* Provided data:

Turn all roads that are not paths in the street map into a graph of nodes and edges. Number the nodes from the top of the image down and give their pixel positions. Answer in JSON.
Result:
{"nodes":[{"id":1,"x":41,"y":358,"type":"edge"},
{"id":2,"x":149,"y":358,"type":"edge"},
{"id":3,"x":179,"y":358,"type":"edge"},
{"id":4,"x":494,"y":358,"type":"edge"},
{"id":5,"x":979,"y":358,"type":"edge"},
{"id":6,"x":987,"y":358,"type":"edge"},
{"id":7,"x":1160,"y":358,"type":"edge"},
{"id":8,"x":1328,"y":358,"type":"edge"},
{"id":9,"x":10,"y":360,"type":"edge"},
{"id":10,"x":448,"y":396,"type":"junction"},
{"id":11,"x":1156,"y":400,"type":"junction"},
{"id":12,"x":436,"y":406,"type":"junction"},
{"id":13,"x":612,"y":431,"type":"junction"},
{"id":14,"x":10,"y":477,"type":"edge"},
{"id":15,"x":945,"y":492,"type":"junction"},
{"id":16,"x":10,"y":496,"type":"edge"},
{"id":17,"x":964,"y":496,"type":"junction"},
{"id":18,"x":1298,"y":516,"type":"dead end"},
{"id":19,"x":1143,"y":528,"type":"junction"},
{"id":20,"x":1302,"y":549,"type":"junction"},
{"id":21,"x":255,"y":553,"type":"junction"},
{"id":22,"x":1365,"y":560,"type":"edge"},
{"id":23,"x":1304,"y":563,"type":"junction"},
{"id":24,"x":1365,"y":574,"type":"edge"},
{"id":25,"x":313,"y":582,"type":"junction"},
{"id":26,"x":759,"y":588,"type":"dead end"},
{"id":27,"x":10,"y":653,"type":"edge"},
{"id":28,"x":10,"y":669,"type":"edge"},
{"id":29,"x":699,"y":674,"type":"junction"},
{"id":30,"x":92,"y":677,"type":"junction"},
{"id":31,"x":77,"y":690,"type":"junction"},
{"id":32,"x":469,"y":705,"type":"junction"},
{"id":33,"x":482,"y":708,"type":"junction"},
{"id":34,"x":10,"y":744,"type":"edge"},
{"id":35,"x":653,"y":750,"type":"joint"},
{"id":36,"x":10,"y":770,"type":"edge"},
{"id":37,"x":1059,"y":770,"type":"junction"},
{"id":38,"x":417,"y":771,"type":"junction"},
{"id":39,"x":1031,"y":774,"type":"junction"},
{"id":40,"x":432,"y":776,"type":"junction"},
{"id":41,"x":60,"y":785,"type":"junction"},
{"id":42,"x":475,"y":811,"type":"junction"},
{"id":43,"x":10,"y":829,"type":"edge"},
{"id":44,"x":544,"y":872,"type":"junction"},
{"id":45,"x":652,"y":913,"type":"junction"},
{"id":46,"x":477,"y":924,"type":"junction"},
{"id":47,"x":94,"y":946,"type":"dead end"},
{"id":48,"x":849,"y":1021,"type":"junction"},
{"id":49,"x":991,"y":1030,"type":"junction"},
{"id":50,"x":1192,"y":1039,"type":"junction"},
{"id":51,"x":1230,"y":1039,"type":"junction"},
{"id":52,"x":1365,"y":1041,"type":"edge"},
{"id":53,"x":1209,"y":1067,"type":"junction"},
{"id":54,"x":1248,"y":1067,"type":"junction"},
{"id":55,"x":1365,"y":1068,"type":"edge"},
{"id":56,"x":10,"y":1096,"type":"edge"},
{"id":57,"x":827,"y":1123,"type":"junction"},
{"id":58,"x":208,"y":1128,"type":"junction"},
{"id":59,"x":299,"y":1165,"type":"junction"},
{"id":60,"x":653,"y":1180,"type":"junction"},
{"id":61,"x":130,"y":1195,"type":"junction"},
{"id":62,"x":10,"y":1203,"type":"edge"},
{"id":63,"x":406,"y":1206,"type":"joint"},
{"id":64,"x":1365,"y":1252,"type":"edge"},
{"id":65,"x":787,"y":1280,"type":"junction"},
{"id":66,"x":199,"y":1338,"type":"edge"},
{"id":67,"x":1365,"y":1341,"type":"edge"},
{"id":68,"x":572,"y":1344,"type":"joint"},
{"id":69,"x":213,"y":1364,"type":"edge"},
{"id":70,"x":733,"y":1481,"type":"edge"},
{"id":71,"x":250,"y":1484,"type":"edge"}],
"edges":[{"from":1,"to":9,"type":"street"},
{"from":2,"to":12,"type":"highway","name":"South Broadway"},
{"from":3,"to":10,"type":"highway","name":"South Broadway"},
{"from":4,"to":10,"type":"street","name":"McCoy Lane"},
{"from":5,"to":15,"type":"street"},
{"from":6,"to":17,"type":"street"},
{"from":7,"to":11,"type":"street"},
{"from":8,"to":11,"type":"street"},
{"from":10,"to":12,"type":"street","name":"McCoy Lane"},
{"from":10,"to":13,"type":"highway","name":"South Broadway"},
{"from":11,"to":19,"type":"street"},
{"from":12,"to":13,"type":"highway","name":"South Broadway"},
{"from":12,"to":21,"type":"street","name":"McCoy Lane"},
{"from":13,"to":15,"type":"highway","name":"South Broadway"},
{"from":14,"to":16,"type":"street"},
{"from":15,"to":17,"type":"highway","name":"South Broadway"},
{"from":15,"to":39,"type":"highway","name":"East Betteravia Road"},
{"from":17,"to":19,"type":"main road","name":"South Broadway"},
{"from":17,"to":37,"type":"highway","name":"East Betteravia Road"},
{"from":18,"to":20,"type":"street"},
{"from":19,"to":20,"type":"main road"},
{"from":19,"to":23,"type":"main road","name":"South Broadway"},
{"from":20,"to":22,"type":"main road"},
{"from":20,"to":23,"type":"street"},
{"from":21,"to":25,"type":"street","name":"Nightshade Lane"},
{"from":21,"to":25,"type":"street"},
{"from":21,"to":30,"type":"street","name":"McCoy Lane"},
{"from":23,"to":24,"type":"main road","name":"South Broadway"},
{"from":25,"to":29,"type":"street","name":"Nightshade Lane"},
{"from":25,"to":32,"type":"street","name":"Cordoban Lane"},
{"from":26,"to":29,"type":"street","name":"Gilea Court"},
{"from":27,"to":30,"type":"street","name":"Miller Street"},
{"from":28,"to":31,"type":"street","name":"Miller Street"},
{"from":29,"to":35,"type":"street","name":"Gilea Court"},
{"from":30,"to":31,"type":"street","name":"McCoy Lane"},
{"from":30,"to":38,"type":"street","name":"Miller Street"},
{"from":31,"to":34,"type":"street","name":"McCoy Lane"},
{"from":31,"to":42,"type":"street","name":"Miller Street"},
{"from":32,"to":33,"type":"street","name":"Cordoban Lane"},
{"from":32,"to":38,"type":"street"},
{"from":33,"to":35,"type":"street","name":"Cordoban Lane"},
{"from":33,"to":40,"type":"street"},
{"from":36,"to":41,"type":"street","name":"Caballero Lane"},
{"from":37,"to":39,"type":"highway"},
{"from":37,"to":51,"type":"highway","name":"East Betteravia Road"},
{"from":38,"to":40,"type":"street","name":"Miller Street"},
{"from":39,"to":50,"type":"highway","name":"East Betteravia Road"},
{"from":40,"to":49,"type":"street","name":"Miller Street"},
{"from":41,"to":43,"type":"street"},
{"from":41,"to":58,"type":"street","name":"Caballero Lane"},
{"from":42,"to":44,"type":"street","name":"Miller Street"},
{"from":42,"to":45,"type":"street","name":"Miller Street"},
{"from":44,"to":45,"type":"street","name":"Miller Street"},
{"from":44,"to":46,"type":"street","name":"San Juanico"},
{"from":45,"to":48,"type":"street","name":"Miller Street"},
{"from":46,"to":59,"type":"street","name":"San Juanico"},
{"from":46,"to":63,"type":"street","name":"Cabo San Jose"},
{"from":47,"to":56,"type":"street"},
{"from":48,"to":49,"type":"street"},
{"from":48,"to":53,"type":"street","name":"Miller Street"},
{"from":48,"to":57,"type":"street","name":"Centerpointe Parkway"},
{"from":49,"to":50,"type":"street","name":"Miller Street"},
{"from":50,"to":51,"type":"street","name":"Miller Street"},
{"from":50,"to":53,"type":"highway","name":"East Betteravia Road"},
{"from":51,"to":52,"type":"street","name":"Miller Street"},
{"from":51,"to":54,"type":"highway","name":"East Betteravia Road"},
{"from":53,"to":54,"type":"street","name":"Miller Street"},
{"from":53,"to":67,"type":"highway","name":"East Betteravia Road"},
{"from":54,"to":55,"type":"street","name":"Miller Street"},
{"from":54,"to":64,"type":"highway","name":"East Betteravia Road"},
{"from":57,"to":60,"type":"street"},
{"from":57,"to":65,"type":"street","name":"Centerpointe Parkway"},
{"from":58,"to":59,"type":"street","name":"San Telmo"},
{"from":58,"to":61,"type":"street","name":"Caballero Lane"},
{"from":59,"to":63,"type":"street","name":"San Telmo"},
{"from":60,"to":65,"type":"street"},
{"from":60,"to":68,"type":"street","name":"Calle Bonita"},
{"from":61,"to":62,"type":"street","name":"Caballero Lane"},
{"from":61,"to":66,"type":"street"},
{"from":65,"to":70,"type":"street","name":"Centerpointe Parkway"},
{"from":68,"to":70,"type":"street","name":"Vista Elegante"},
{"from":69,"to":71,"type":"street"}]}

* Task item: Extract every line above that contains the word "Cordoban".

* Answer space:
{"from":25,"to":32,"type":"street","name":"Cordoban Lane"},
{"from":32,"to":33,"type":"street","name":"Cordoban Lane"},
{"from":33,"to":35,"type":"street","name":"Cordoban Lane"},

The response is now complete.